The Case for Organizationally-Based Incentives

by David Creelman | Posted | Total Rewards

The Case for Organizationally-Based Incentives

In my last blog post I discussed some questions posed by Sara Rynes around incentive compensation plans. Here are two more (see Rynes 2002). Are these statements true or false?

  1. There is a positive relationship between the proportion of managers receiving organizationally-based pay incentives and company profitability.
  2. New companies have a better chance of surviving if all employees receive incentives based on organization-wide performance.

I won’t keep you in suspense: both of these are true. The latter statement is particularly interesting because we are not talking about how incentive-based compensation can “help a bit”; we are talking about the difference between surviving and perishing.

The evidence

Rynes has the research to back up her statements. A study by Gerhart & Milkovich (1990) found that companies with 80% managerial eligibility for stock options had 25% higher return on assets than companies where only 20% of managers were eligible. Research by Welbourne & Andrews (1996) also found that new companies which placed a high value on their employees (as coded from prospectuses) and that included high levels of organizational performance-based pay had dramatically higher five-year survival rates (92%) than those which were low on both dimensions (34%).

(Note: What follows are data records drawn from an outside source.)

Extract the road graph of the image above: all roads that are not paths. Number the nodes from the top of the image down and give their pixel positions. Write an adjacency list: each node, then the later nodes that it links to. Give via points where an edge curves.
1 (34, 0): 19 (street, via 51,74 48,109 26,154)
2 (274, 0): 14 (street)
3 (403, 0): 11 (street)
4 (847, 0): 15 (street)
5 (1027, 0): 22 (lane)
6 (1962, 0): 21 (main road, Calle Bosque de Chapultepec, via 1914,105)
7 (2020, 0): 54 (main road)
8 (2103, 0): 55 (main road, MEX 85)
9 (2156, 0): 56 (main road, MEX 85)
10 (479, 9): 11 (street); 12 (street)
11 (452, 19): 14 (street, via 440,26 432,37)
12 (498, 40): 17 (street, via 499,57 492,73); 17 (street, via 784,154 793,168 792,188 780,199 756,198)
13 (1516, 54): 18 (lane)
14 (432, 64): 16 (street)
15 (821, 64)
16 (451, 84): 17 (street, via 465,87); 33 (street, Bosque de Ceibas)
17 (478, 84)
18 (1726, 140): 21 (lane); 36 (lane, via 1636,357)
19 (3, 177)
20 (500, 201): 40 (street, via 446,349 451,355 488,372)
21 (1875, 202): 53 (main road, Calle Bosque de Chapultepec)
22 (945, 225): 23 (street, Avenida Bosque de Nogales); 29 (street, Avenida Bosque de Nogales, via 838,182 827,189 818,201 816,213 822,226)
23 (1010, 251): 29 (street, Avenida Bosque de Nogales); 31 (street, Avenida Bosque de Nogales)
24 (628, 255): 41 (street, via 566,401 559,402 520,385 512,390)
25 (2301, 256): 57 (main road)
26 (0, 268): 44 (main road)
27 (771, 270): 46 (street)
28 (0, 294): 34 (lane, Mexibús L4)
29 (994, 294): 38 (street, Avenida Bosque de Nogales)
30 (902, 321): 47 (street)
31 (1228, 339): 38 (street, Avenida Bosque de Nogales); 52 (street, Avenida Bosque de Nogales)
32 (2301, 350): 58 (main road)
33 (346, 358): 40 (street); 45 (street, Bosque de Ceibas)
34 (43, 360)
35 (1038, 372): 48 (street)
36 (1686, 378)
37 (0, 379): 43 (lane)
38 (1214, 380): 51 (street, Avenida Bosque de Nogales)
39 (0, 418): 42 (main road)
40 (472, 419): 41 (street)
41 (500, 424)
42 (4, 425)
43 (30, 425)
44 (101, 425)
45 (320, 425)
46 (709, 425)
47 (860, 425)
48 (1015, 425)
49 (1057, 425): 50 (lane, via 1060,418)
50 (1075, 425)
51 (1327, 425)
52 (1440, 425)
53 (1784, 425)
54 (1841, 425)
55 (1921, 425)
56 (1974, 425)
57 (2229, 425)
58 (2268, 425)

When you read the details of the research you realize we have to be careful about using the word “true”.  For example, we can look at the question: Does the preponderance of academic research lead you to believe that organizationally based compensation models are a good idea? It’s possible to say that’s true. But it doesn’t work as a statement: Research shows you should always have organizationally based pay incentives. That overstates the certainty of the research.

Studies are never definitive, but as a reward professional given the choice of listening to the academic evidence and listening to a manager who thinks these kinds of incentives are rubbish, well, I’d lean towards the academic evidence.

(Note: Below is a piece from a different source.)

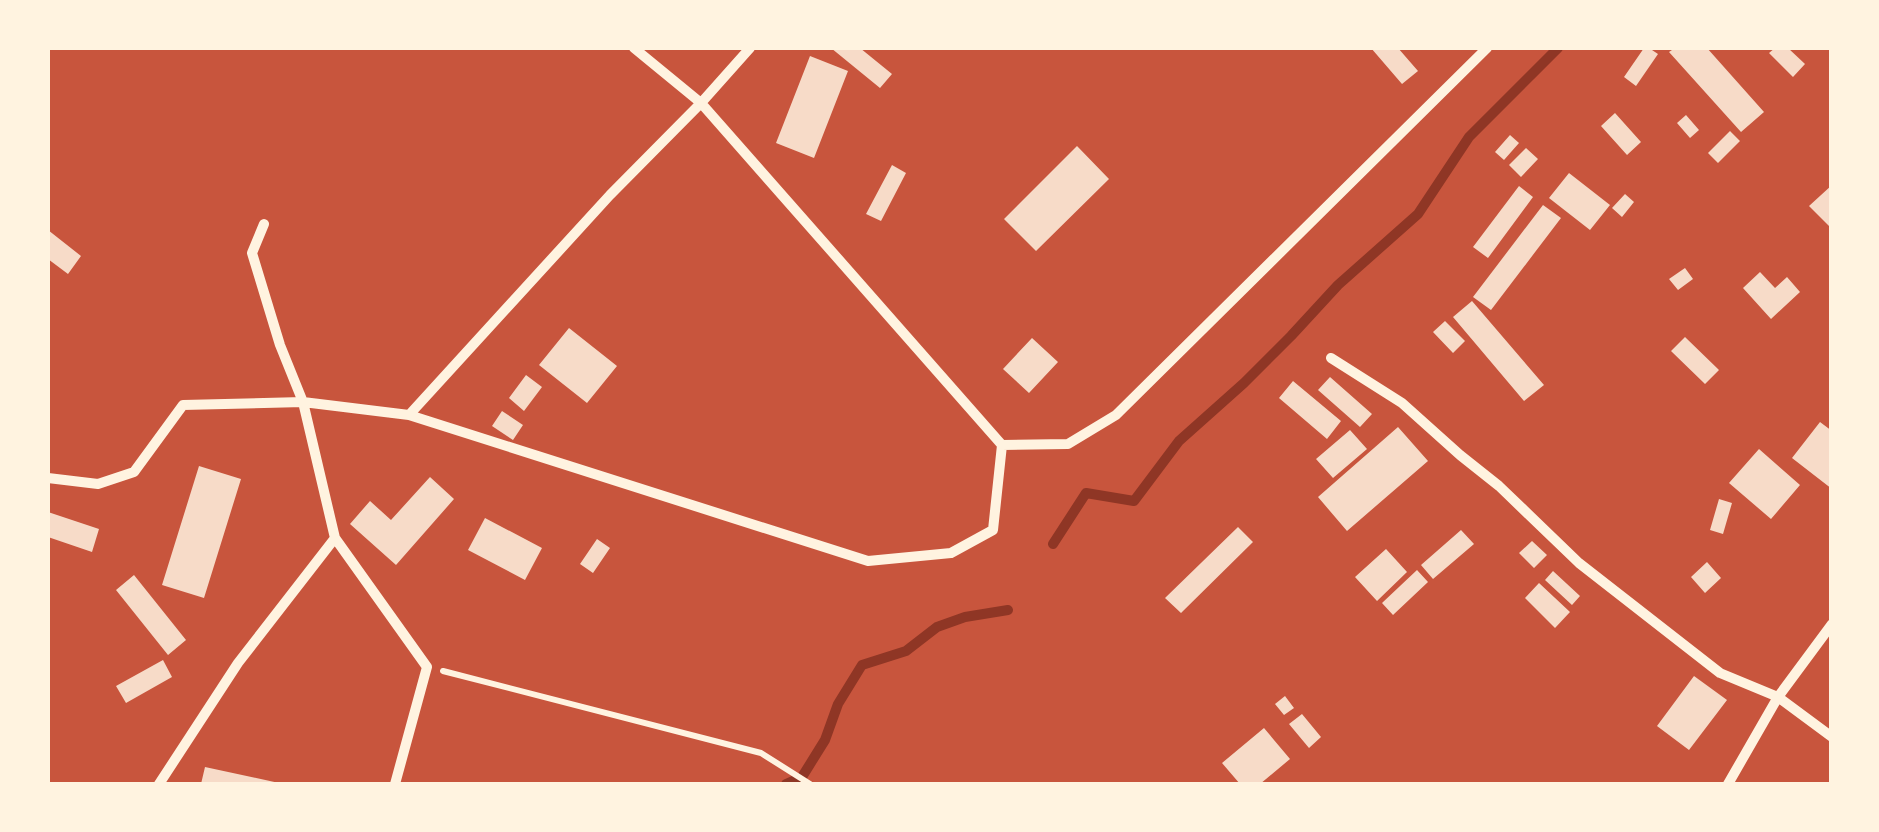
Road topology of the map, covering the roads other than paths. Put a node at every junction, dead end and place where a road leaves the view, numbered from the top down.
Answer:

Moving from research to reality

To really make sense of the research we need to move from the raw academic findings towards a hypothesis about the causal mechanism that leads from widely shared incentives to survival and success. Personally, I imagine two types of companies: the firm where there is an inner circle which makes the decisions, considers those outside the circle as hired hands, and as a result keeps the organizational performance incentives to themselves. The other type of firm is one where many people are seen as “insiders” and therefore incentives are more widely shared. So my interpretation is that it is the firm where more people feel like insiders that performs better.

It would be ideal to have academic evidence that my “two types of firm” model is a reasonable reflection of reality; however, we always hit a point where the only available evidence is a logical argument based on practical experience. We should not shy away from logical models based on practical experience, and when a model is aligned with academic research or results from our own analytics we feel all the more confident that it will be helpful.

The value of a logical model, and the causality it implies, is that it gives us a bigger game to play beyond just changing our incentives plan. We know that incentives are part of a tactic to have people feel like valued team members rather than hired hands. That has implications beyond reward, and we clearly need a coordinated effort among a number of HR departments to achieve that.

I suppose part of what I am asking you to do is be analytically minded, not just in terms of getting the numbers right, but also in understanding the big picture of which reward is just one part. We are not in HR just to push papers from one side of the desk to another. We are there to make wise decisions based on available evidence and that often that leads us to think beyond the compensation department.

References:

Gerhart, B., & Milkovich, G.T. (1990). Organizational differences in managerial compensation and financial performance. Academy of Management Journal, 33, 663–691.

Rynes, S.L., Colbert A.E. & Brown, K.G. HR professionals’ beliefs about effective human resource practices:  correspondence between research and practice, Human Resource Management, Summer 2002, Vol. 41, No. 2, Pp. 149–174

Welbourne, T.M., & Andrews, A.O. (1996). Predicting the performance of initial public offerings: Should human resource management be in the equation? Academy of Management Journal, 39, 891–919.